(Далее следует описание действий на правом фланге корпуса и его выдвижения вперед. –
С занятием такого важного в тактическом отношении пункта, каким являлся Краснополь, и перенесением линии обороны нашей дивизии назад пришлось подумать и о следующей оборонительной линии, каковую я наметил на линии трех небольших озер, вытянувшихся по меридиану от Стабеньщизны на север, с узкими между ними перешейками. Беда заключалась только в том, что озера эти были покрыты льдом, еще достаточно крепким для перехода по нему пехоты, и в моем распоряжении, за выделением 170-го пехотного Молодечненского полка (в 26-ю пехотную дивизию), не было свободных войск для предварительного занятия и укрепления перешейков. Однако, обсудив этот вопрос с начальником штаба дивизии и командиром саперной роты, я решил в более опасных местах лед взорвать пироксилиновыми шашками, а к начальнику 2-й гвардейской кавалерийской дивизии генерал-лейтенанту Гилленшмидту, стоявшему со своей дивизией в резерве в районе Ново-Сады и Бубеле, обратился с просьбой о назначении нескольких эскадронов для предварительного занятия перешейков, на что и получил его согласие.

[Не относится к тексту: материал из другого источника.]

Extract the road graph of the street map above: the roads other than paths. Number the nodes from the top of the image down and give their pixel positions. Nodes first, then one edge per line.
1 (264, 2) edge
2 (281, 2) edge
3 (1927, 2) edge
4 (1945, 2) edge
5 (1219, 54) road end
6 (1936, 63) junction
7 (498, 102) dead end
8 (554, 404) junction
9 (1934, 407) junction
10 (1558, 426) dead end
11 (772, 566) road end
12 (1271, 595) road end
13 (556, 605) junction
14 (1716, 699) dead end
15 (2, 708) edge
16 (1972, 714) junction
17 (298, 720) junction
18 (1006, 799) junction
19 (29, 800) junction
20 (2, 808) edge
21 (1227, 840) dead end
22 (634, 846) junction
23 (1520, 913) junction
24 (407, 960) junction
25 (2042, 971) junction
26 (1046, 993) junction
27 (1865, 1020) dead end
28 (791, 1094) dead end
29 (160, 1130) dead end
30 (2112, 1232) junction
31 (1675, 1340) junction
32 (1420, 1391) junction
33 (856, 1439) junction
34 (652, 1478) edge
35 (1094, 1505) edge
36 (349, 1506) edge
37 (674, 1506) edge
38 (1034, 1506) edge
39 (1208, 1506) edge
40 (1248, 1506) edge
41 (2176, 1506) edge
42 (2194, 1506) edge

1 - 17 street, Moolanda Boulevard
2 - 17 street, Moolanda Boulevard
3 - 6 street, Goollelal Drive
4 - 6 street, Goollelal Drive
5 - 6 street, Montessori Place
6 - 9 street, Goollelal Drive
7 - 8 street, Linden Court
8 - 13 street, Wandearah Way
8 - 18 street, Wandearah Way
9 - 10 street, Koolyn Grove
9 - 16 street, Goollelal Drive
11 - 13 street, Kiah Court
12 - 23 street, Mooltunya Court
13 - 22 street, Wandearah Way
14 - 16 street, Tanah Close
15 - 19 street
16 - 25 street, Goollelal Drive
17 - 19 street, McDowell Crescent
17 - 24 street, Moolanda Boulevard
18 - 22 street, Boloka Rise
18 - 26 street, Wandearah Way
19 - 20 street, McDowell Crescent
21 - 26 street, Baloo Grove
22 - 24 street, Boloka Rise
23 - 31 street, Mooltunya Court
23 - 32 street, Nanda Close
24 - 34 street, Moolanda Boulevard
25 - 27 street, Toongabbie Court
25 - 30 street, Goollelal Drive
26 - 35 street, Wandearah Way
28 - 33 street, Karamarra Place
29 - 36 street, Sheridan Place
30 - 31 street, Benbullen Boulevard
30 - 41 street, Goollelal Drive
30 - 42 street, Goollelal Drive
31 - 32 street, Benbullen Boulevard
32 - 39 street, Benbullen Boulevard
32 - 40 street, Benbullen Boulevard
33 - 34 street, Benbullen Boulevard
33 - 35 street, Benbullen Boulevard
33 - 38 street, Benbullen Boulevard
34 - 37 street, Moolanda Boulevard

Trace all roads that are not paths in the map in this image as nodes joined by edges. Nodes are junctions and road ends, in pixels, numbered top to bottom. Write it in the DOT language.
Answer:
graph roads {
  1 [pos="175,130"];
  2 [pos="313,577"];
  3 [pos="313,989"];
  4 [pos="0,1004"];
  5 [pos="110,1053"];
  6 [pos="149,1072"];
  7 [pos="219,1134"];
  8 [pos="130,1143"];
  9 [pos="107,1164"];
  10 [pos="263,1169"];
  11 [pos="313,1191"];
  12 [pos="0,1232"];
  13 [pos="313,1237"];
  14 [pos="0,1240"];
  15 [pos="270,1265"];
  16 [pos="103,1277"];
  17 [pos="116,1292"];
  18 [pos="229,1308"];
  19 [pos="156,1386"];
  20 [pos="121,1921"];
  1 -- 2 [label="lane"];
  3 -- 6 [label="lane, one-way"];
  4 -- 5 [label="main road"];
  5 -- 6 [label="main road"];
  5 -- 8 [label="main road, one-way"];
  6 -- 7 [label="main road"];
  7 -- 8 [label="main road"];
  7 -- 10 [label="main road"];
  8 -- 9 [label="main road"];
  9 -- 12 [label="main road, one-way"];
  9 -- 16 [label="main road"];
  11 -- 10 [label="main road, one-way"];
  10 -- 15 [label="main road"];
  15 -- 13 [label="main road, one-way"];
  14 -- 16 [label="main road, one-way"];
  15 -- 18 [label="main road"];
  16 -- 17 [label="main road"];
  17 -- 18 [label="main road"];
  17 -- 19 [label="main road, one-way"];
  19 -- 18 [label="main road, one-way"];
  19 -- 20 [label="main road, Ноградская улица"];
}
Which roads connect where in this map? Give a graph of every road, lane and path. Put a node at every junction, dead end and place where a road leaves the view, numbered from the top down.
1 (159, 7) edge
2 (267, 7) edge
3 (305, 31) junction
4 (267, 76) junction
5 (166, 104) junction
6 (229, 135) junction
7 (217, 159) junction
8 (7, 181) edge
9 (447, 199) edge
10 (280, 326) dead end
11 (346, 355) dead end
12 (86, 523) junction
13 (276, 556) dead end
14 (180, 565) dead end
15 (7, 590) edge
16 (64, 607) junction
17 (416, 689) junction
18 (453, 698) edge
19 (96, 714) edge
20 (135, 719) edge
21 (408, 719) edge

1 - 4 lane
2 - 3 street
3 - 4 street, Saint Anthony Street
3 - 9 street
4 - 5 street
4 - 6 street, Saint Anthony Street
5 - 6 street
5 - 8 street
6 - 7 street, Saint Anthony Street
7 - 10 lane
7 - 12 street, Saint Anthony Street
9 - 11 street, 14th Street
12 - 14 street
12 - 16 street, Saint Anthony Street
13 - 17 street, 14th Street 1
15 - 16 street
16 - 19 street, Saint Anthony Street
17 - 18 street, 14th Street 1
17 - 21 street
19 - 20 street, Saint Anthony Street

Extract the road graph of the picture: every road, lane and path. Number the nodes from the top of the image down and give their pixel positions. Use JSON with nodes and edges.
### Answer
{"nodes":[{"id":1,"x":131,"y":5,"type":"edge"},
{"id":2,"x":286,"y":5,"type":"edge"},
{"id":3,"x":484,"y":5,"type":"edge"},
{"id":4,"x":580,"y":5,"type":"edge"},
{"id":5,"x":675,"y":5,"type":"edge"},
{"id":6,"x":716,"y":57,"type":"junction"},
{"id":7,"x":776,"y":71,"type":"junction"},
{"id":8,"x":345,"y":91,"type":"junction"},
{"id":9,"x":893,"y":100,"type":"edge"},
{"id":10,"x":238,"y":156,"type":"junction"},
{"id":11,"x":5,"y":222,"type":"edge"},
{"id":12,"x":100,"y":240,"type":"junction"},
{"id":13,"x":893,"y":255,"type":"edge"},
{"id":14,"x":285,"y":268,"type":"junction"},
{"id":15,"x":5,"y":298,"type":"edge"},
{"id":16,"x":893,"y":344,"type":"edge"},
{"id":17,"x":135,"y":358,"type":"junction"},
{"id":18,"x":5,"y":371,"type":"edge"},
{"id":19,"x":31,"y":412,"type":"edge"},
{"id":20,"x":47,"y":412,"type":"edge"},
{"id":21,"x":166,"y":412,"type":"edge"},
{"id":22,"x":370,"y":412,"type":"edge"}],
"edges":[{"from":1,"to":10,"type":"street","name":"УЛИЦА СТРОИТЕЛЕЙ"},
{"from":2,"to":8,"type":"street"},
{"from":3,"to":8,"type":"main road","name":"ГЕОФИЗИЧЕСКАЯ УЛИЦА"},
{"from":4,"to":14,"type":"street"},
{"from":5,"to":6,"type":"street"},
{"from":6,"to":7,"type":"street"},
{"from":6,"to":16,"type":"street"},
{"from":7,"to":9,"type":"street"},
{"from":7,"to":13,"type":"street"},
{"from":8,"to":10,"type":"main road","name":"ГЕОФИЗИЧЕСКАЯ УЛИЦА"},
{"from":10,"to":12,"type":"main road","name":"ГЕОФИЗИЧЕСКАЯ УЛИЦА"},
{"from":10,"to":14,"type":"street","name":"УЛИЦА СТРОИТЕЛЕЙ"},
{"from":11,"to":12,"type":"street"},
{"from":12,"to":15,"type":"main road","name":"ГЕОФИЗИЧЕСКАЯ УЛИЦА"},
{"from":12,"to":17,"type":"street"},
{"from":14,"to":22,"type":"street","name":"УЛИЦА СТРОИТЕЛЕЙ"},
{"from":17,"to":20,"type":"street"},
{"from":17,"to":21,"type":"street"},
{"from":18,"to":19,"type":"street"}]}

Немцы, заняв Краснополь, дальнейшего наступления не повели и на следующий же день, при помощи нашей тяжелой 6-дюймовой батареи, из него были выбиты и частями XXVI корпуса он был снова занят.
Занятие Краснополя и успешные действия 26-й пехотной дивизии в направлении на Пунск заставили противника отказаться от нажима на 43-ю пехотную дивизию, и нам приказано было сдать свои позиции XXVI корпусу и направиться через Смоляны на Пунск, где присоединить к себе находившийся там 170-й Молодечненский полк и, выйдя на шоссе Кальвария – Сувалки, занять правый участок позиции II корпуса, от Полецмарги до Будзиско, и на нем окопаться. Правее нас, уступом назад, расположился III корпус, а левее, вдоль того же шоссе, 26-я пехотная дивизия. Штаб дивизии расположился в Пунске; штаб корпуса – в Лодзее. В Пунске мы заняли дом местного ксендза, где перед нашим приходом располагался штаб немецкой дивизии. На всех дверях остались еще немецкие надписи мелом, для кого какая комната предназначалась. Ксендз был искренне рад нашему прибытию и рассказывал о той панике, какой были охвачены немцы при обстреле Пунска нашей мортирной батареей, бомбы которой ложились около самого дома и в озеро около него.
Позиция наша шла по высотам в непосредственной близости от шоссе и сильно командовала над обширной впадиной к западу до самой реки Шешупы. Ряд небольших озер, цепью тянувшихся по этой впадине, с юга на север, с узкими перешейками между ними и рекой Шешупой, разграничивали наше и немецкое сторожевое охранение. Участок дивизии, протяжением в 8 верст, был непомерно велик, особенно если принять в расчет наполовину ослабленный численный состав ее, и вызывал громадный наряд рабочих для приведения его в оборонительное состояние. Но противник нас не беспокоил, если не считать мелких стычек и артиллерийской перестрелки между нашим и неприятельским сторожевым охранением.
Наступила весна, все ожило и зацвело, на душе сильно полегчало. В течение двух недель стоим, закапываемся и оплетаемся. Прибыла 2-я гвардейская кавалерийская дивизия и расположилась по деревням к северу от местечка Пунск, а штаб ее – вместе с нами в самом Пунске, заняв рядом с нами школьное помещение. Из тыла начали усиленно подходить пополнения, и через месяц мы уже имели почти полное число рядов.